STAPL | Software & Systems | Parasol Laboratory
STAPL Parallel Algorithms (pAlgorithms)
STAPL pAlgorithm is the parallel counterpart for STL Algorithm. pAlgorithms operate with pContainers through pRanges.
The current provided pAlgorithms include 3 categories:
- Non-mutating algorithms
- p_for_each: applies a unary function object for each element in a pRange.
- p_count_if: finds the number of elements in a pRange that satisfy some predicate.
- Mutating algorithms
- p_generate: assigns the result of invoking the input function object that takes no arguments, to each element in a pRange.
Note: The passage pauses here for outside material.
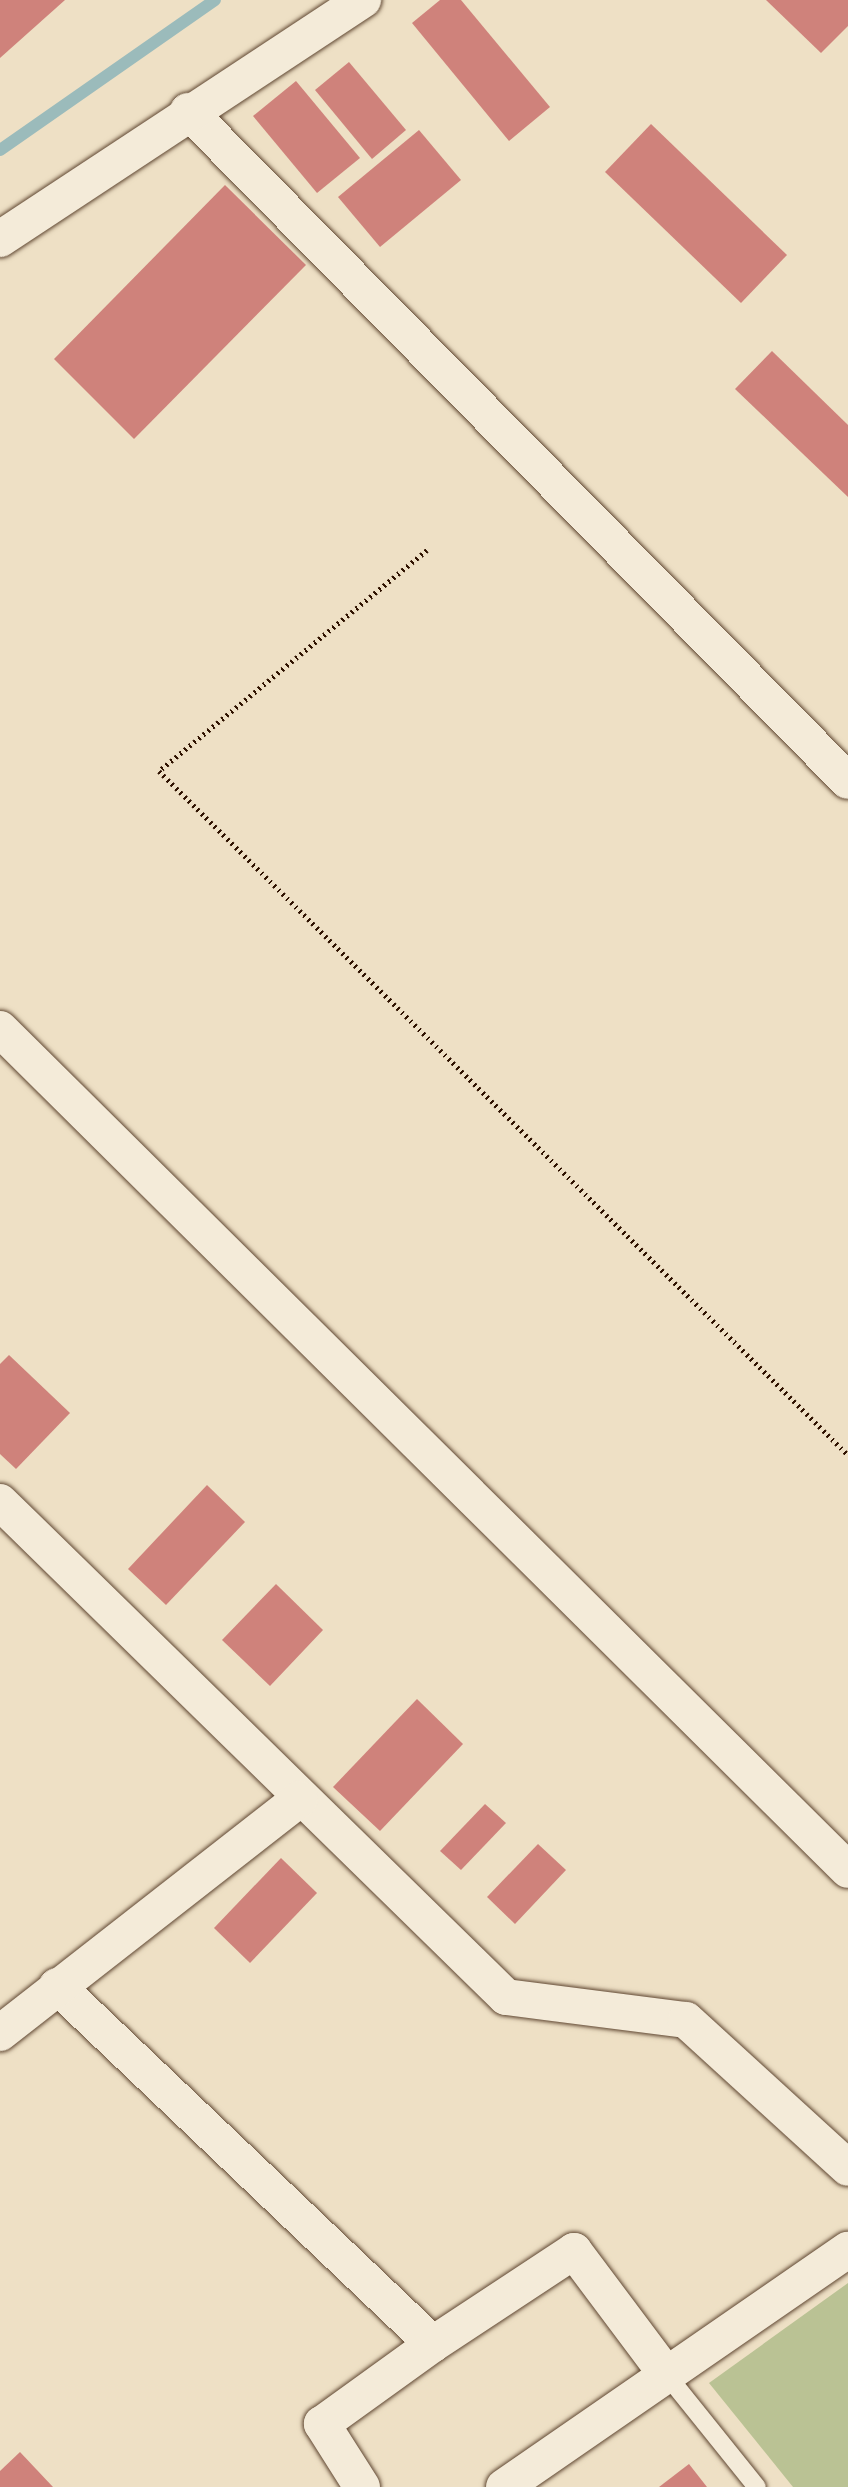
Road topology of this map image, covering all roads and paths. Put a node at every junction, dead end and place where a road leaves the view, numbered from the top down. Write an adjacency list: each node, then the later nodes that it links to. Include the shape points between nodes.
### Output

- Sorting algorithms: STAPL currently provides four popular parallel algorithms for sorting. Each behaves differently when the architecture and input characteristics are varied, making it a good candidate for our adaptive algorithm selection framework in STAPL.
- Sample Sort: A two pass technique that first samples the data to create discrete buckets (one per processor), then the algorithm distributes the elements into these buckets. These buckets are then sorted independently.
- Radix Sort: implemented using parallel counting sort. The sort considers elements in chunks of r bits at a time from least to greatest. Processors count the number of times each value occurs in their local data and then the prefix sum of the counts is computed globally. Each processor inserts its elements appropriately into the global list. This approach is repeated over r bits at a time until all bits have been considered.
- Column Sort: a version of one of the first parallel sorts to prove a O(log n) upper bound on the parallel time. However, it requires four local sorts of data and four communications steps, two all-to-all and two one-to-one. Hence, although theoretically optimal, it is often outperformed by other parallel sorting algorithms. The STAPL implementation uses the pMatrix, one of the STAPL pContainers, as the base underlying data structure.
- Bitonic Sort: STAPL implements a bitonic merge sort. The algorithm first forms a bitonic sequence and then proceeds to finally sort the elements by merging the corresponding sequences.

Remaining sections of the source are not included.